А потом было это известие о вредительстве Прохорова, потрясшее весь институт. И я малодушно решил, что, может быть, оно и лучше, что Зоя отправилась к родственникам в другой город. Я долго старался забыть ее, забыть все, что было между нами. Не из страха забыть, не из трусости – а потому лишь только, что тогдашняя минутная слабость была противна мне самому. И, похоже, попытки закрыть дверь за тем, что было, принесли результат – иначе бы я вспомнил о Зое раньше…
И от этого я сам себе становился еще более противен. Мне сейчас и говорить-то с ней тяжело, а она удивляется, почему я на участок один пошел, ее не дождался…
– А что странно? – вопрос Зои вернул меня к реальности.
– Это, – я обвел рукой колоссальную воронку.
– Хм-м… Вы первый, кто называет участок странным. Первый – после папы…
– Он тоже так считал?
Зоя кивнула.
– Все находили другие слова – потрясающий, впечатляющий, невероятный… И только папа говорил, что это место странное. А почему оно вам таким кажется?
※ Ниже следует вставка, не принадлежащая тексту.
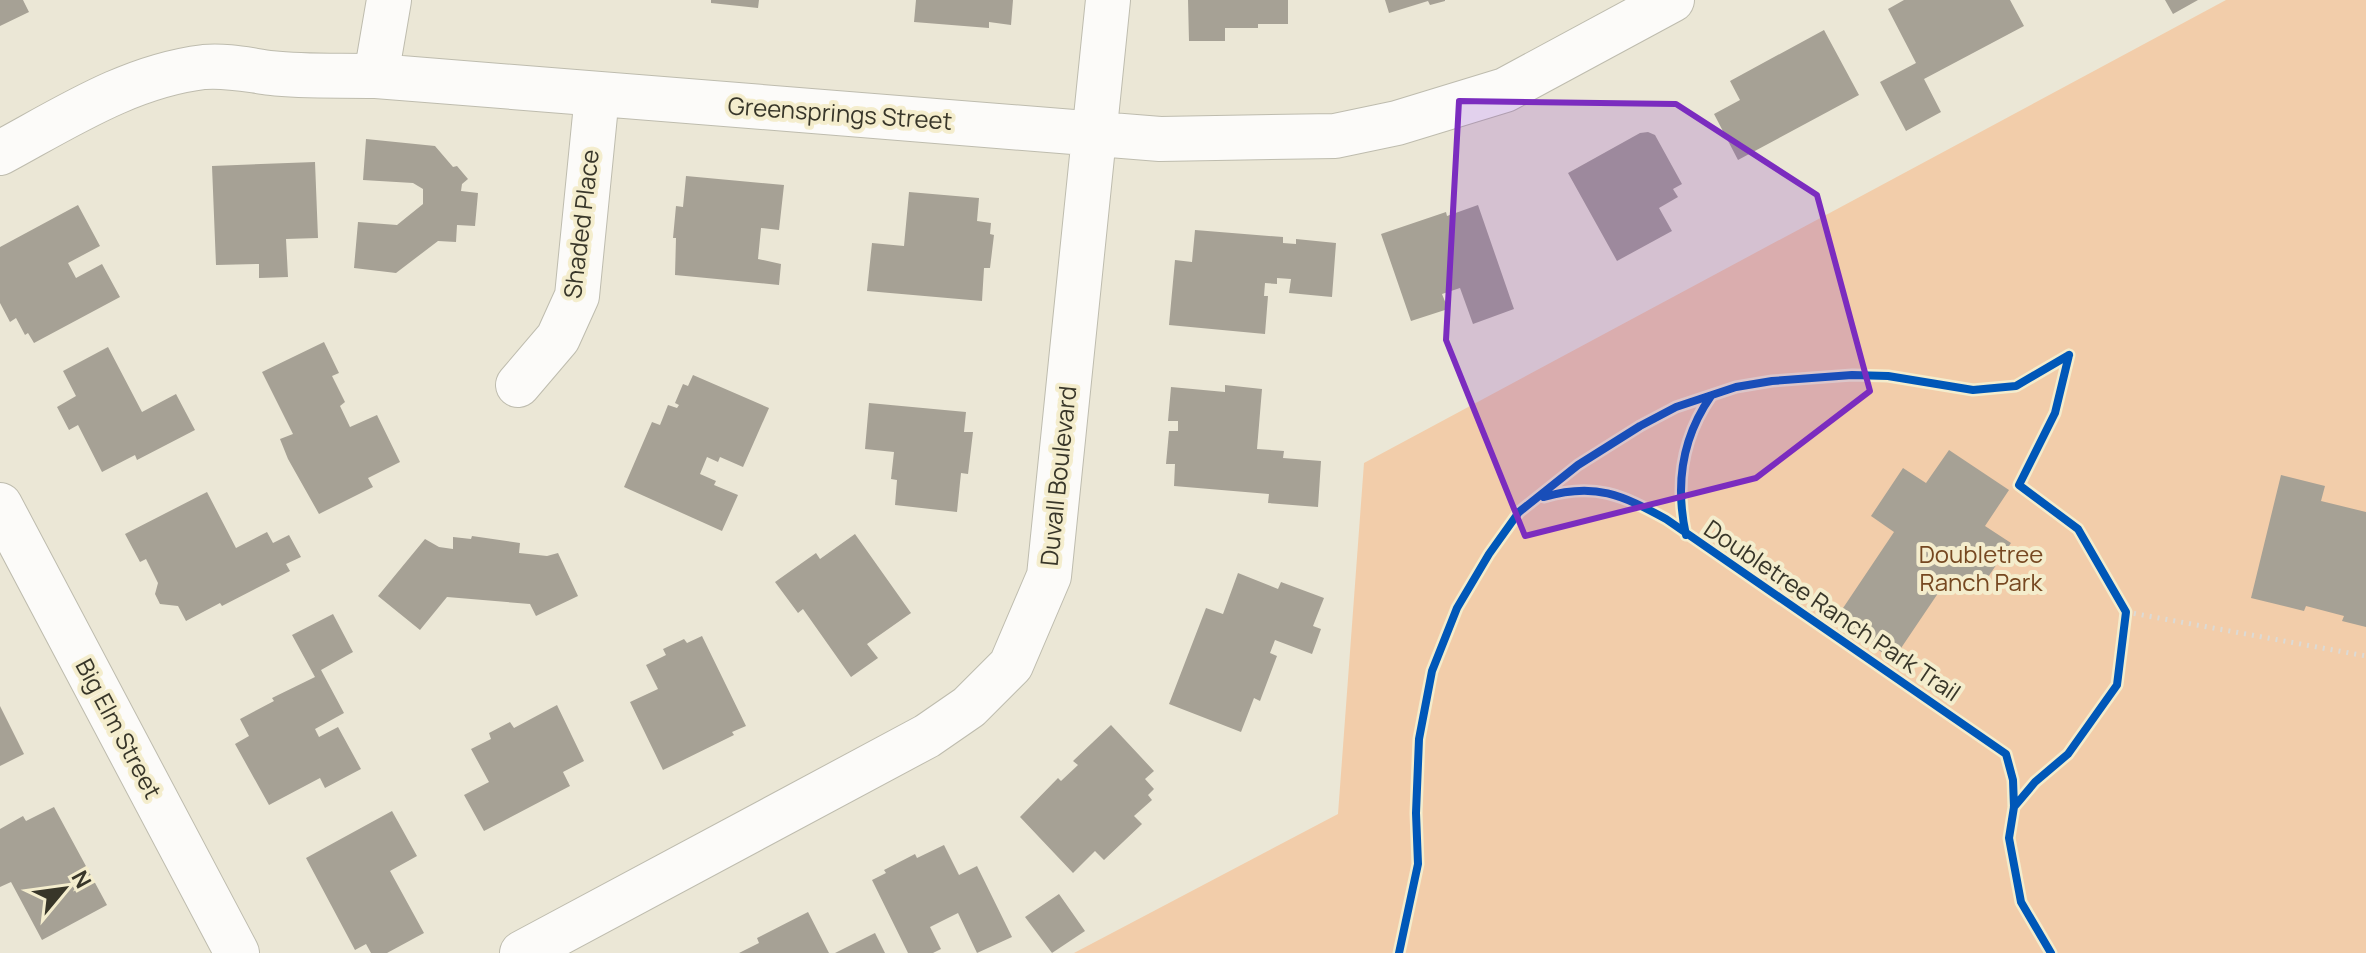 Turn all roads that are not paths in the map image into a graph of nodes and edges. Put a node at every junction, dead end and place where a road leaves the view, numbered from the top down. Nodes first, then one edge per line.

Все эти слова были верными – открывавшаяся взору картина и в самом деле была потрясающей, впечатляющей, невероятной. Слева, справа, впереди вставали огромные, поросшие лесом холмы, словно кольцом обнимающие огромную стометровую воронку. Кольцо холмов было в трех направлениях рассечено долинками, в самой крупной из которых примостился лагерь. Внизу были видны деревянные настилы: двое бойцов наполняли тачки породой, а еще трое – плюс Горадзе и Анте, от "трудовой повинности" не был свободен никто – возили по настилам эти тачки к транспортеру. Его лента поднимала породу с пятнадцатиметровой глубины, унося в черный зев приемного узла дробилки.